Scan the data below for the string "Praça". Show every line where it turns up.
** Data excerpts follows **
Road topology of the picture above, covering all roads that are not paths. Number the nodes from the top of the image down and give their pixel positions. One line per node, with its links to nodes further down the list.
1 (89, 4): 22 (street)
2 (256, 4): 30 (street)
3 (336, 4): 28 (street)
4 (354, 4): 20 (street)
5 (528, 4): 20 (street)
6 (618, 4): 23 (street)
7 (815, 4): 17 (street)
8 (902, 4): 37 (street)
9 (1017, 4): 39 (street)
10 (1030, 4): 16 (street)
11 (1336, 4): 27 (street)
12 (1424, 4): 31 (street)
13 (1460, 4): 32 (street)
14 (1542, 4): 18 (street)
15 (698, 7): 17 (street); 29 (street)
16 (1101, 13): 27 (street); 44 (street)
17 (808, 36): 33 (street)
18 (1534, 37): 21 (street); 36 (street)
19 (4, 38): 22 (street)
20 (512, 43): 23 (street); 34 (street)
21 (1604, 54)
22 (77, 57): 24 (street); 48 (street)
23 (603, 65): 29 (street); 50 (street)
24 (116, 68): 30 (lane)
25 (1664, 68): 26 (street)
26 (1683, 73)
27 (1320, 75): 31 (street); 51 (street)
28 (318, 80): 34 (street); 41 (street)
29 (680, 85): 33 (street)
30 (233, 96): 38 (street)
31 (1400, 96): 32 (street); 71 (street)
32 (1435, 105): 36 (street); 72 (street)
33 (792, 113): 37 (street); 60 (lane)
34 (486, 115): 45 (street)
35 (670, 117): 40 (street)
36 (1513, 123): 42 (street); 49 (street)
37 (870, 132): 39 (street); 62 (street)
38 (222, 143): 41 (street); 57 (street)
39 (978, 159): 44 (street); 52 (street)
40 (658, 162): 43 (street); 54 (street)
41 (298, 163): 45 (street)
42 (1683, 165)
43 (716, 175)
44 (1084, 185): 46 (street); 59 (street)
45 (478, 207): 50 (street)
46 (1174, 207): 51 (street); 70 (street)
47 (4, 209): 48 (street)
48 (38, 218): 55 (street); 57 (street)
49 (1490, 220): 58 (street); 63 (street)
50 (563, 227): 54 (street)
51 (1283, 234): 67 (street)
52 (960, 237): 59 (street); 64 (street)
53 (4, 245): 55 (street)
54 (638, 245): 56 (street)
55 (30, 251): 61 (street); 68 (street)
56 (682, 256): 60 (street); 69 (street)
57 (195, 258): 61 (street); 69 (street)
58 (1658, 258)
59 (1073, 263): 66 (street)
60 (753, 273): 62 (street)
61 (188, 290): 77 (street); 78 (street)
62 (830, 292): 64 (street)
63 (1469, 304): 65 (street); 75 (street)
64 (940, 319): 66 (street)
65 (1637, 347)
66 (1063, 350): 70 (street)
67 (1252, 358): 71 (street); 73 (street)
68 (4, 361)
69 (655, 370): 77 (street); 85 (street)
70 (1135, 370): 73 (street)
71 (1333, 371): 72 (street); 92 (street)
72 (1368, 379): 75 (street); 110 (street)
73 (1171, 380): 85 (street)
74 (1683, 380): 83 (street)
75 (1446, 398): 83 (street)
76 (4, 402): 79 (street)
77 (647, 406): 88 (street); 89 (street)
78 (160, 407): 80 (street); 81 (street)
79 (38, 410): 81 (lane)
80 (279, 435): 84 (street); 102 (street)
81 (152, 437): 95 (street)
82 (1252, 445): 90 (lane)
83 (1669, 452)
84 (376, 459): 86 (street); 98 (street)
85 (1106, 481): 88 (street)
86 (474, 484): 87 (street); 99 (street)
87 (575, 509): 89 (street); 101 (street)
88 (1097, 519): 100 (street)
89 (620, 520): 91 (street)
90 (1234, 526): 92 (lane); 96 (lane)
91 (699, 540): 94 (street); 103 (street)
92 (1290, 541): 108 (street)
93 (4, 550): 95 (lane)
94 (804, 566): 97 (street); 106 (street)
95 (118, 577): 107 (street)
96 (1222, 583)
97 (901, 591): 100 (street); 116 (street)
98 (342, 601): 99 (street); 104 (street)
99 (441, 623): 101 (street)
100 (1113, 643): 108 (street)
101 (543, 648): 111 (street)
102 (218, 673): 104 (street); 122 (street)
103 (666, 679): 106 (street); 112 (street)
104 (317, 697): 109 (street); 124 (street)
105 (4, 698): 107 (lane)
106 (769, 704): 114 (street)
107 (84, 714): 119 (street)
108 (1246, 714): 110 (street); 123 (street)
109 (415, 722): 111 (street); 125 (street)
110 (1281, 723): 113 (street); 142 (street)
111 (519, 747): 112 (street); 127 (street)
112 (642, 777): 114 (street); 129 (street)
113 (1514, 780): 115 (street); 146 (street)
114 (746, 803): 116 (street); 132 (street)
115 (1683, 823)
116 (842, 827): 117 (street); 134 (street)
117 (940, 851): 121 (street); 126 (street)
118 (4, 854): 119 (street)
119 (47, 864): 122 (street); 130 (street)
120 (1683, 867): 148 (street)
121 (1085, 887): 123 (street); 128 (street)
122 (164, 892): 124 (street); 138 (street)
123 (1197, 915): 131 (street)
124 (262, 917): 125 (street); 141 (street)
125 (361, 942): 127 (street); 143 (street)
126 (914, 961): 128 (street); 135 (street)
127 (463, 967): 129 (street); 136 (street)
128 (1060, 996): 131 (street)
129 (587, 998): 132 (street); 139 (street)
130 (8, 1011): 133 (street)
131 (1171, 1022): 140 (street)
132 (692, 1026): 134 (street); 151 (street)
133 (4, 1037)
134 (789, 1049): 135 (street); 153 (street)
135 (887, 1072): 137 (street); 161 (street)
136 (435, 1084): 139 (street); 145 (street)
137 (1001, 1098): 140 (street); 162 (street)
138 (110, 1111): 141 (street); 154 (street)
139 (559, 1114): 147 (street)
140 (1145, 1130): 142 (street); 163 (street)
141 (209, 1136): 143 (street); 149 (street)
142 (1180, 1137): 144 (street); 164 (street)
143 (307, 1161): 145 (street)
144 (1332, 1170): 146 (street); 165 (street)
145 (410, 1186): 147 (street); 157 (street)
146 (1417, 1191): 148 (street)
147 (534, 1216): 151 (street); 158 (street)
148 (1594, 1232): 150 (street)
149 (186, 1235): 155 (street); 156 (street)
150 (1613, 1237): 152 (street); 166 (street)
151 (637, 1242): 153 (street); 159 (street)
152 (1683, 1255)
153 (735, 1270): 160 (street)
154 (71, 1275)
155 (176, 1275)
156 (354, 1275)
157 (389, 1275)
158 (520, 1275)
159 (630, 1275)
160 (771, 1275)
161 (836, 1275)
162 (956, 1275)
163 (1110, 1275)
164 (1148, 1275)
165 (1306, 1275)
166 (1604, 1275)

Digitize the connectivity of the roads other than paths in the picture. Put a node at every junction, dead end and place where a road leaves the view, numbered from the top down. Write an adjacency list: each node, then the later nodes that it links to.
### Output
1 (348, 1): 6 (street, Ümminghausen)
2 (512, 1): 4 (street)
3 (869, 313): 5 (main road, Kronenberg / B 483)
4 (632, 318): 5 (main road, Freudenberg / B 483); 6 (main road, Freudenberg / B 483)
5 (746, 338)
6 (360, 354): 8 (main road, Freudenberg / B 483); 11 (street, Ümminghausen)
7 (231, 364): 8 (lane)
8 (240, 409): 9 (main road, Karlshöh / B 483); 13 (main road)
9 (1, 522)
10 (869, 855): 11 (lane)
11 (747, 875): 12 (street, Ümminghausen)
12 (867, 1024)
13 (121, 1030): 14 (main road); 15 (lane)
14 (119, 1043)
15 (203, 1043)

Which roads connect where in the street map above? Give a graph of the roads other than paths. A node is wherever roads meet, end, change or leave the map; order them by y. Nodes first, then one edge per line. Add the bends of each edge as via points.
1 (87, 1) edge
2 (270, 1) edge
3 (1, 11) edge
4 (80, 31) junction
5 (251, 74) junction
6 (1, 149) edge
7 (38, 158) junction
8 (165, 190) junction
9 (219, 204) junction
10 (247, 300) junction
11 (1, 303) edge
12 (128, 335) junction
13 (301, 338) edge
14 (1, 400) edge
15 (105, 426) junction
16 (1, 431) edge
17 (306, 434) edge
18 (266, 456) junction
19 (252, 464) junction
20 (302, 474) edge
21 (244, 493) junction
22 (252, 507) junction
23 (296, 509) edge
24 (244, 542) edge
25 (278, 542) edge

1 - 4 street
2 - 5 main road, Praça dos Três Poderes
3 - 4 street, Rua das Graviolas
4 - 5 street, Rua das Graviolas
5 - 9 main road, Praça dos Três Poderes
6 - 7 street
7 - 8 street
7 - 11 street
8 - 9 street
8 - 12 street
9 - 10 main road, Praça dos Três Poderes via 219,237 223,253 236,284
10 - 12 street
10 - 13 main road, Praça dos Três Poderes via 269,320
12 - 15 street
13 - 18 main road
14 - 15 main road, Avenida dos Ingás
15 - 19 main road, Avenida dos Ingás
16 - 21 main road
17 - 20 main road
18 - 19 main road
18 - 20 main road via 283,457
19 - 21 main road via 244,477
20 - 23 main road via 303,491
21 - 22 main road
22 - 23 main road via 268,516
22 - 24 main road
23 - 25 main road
** End of Data excerpts **
▶ Answer to this problem:
2 - 5 main road, Praça dos Três Poderes
5 - 9 main road, Praça dos Três Poderes
9 - 10 main road, Praça dos Três Poderes via 219,237 223,253 236,284
10 - 13 main road, Praça dos Três Poderes via 269,320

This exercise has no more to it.